San Francisco city attorney Dennis Herrera and Oakland city attorney Barbara J. Parker each filed their own lawsuit on the same day, both citing that the fossil fuel companies have known about their part in climate change since at least the 1970s or 1980s. According to the lawsuits, the companies took this information, which was confirmed by outside scientists as well as their own, and covered it up rather than attending to it.
“These fossil fuel companies profited handsomely for decades while knowing they were putting the fate of our cities at risk,” San Francisco City Attorney Dennis Herrera said. “Instead of owning up to it, they copied a page from the Big Tobacco playbook. They launched a multi-million dollar disinformation campaign to deny and discredit what was clear even to their own scientists: global warming is real, and their product is a huge part of the problem. Now, the bill has come due. It’s time for these companies to take responsibility for the harms they have caused and are continuing to cause.”

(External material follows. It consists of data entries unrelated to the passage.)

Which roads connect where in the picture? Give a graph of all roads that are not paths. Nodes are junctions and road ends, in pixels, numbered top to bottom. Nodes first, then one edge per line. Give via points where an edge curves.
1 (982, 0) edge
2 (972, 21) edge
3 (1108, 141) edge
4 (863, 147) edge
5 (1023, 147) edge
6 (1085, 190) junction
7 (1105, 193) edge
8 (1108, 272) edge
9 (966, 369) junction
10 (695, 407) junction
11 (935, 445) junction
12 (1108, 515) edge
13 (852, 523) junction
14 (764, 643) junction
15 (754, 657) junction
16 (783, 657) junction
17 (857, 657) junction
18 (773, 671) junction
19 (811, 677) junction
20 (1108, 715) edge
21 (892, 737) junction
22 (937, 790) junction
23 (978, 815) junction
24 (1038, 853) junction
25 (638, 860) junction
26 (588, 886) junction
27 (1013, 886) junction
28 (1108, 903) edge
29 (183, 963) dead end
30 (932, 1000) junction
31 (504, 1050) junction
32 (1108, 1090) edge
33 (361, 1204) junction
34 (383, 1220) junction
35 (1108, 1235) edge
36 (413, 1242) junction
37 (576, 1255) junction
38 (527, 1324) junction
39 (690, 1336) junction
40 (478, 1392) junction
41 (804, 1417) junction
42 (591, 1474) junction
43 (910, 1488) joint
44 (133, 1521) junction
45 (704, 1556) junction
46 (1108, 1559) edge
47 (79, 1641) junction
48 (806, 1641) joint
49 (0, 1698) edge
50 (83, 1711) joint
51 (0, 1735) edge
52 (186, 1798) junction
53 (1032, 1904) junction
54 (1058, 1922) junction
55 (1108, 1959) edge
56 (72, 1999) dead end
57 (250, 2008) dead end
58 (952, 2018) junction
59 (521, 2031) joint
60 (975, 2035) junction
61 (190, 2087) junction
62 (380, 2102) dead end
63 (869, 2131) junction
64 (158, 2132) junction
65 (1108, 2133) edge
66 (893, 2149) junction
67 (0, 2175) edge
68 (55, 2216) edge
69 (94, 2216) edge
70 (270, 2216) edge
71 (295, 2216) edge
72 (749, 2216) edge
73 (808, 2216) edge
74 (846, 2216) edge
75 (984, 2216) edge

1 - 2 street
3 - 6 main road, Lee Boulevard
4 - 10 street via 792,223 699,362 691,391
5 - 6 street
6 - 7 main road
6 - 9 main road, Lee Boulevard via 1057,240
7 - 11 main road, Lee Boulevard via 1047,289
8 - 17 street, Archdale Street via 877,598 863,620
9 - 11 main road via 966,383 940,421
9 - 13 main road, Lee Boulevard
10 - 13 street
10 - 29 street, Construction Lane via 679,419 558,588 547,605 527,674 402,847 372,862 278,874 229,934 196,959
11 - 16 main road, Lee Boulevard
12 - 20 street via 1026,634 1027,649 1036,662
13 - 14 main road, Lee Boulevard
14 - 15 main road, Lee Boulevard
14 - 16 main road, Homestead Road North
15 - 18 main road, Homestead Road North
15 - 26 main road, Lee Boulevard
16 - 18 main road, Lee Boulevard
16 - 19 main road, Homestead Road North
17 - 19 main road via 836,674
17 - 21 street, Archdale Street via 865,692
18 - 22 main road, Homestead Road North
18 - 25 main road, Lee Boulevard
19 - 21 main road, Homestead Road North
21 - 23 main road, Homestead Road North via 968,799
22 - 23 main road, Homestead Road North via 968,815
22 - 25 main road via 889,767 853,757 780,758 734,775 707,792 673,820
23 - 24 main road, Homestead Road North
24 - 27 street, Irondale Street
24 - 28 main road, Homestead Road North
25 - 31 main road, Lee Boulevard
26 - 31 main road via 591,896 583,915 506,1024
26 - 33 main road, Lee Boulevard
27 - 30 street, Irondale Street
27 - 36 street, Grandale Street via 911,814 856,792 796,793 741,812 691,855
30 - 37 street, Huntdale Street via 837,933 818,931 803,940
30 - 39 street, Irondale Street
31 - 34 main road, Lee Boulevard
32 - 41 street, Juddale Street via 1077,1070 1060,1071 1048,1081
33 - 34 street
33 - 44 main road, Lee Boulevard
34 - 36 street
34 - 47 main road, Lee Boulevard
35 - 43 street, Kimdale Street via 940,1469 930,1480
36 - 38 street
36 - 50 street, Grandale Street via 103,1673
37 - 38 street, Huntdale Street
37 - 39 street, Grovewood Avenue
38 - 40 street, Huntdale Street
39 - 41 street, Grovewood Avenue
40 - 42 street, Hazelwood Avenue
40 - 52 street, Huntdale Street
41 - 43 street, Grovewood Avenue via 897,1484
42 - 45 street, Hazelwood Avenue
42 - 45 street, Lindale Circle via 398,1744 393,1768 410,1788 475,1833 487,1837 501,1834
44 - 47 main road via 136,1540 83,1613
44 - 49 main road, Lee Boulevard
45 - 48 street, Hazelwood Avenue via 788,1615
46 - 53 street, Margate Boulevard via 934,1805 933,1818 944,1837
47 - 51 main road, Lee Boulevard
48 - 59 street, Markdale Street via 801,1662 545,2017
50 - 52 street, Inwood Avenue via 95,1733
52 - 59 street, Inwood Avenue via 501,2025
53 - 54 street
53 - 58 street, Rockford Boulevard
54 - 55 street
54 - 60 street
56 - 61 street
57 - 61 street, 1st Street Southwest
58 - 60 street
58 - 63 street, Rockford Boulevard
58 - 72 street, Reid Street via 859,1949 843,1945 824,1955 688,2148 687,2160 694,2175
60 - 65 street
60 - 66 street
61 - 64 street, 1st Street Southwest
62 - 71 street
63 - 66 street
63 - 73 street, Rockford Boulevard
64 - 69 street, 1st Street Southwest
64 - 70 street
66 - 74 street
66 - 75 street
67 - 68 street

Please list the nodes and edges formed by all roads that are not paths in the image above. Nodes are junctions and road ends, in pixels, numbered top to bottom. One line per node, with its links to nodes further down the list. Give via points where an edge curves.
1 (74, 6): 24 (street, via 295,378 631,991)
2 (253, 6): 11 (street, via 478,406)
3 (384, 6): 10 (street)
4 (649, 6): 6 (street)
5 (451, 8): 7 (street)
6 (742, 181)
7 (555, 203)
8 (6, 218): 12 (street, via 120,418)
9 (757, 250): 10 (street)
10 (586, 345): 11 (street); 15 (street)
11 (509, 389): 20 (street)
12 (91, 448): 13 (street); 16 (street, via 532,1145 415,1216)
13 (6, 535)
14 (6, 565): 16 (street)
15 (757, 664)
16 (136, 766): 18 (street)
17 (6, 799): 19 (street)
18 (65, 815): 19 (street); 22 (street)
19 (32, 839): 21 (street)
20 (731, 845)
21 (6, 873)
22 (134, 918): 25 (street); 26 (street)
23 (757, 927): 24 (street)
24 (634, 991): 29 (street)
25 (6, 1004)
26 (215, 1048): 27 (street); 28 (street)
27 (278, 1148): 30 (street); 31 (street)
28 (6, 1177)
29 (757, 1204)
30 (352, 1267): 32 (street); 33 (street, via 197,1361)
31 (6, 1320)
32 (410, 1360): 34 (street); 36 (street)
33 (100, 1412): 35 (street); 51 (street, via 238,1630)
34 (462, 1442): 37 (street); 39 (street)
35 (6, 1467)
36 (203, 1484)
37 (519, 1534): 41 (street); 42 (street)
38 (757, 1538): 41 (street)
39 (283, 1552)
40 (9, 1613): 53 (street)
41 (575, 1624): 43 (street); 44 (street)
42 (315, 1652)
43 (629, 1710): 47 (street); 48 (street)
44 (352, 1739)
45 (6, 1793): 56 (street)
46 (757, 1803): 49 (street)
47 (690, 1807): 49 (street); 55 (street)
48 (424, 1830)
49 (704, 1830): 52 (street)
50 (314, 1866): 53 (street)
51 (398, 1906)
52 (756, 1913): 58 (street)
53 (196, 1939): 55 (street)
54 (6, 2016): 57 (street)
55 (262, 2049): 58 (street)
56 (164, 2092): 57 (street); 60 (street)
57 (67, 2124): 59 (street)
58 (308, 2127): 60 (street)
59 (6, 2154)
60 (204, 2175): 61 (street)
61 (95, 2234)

When he refers to Big Tobacco and the campaign, he is talking about the campaign that led many to believe that climate change was simply a conspiracy and to become one of many “climate deniers,” of which there are still many to this day. The companies’ refusal to reduce their emissions and allow their contribution to the greenhouse effect to continue for decades longer than it should have is exactly why these cities, as well as several other California counties, are going after the companies.
The cities are each requesting an abatement fund for the “public nuisance” that climate change has caused, which would be paid for by the companies for infrastructure costs, both public and private. They estimate that at least $10 billion in public property is at risk as well as $39 billion in private property. The cities would have to put up sea walls to combat the rising sea levels caused by climate change, among other necessary changes.
“Global warming is an existential threat to humankind, to our ecosystems and to the wondrous, myriad species that inhabit our planet,” Oakland City Attorney Barbara J. Parker said. “These companies knew fossil fuel-driven climate change was real, they knew it was caused by their products and they lied to cover up that knowledge to protect their astronomical profits. The harm to our cities has commenced and will only get worse. The law is clear that the defendants are responsible for the consequences of their reckless and disastrous actions.”
Interestingly, climate experts Peter C. Frumhoff and Myles R. Allen recently released the results of their study on who is most responsible for climate change and found that “nearly 30% of the rise in global sea level between 1880 and 2010 resulted from emissions traced to the 90 largest carbon producers.” The authors believe that natural disasters resulting from extreme weather events like hurricanes should be paid for by fossil fuel companies for their part in worsening climate change, not taxpayers.
Some of the companies named in the recent lawsuits responded to requests for comment and they seem open enough to speak but not acknowledge their lasting contribution to climate change, despite already losing previous lawsuits.
Chevron, which is actually based in San Ramon, California, said it “welcomes serious attempts to address the issue of climate change, but these suits do not do that.” Other companies said that they have long recognized climate change, but believe that what needs to be addressed are cultural and policy changes, not decisions made in court on a case-by-case basis.
Meanwhile, the city of San Francisco is estimated to increase in temperature by “8.6°F, increase current “100-year flood” events to occur 92 times per year, and increase sea levels by 66 inches by 2100. Upgrades to the sea wall are estimated to cost $500 million short-term, and $5 billion long term. It is also estimated that the city will have to spend $350 million to upgrade their sewer and storm water infrastructure.”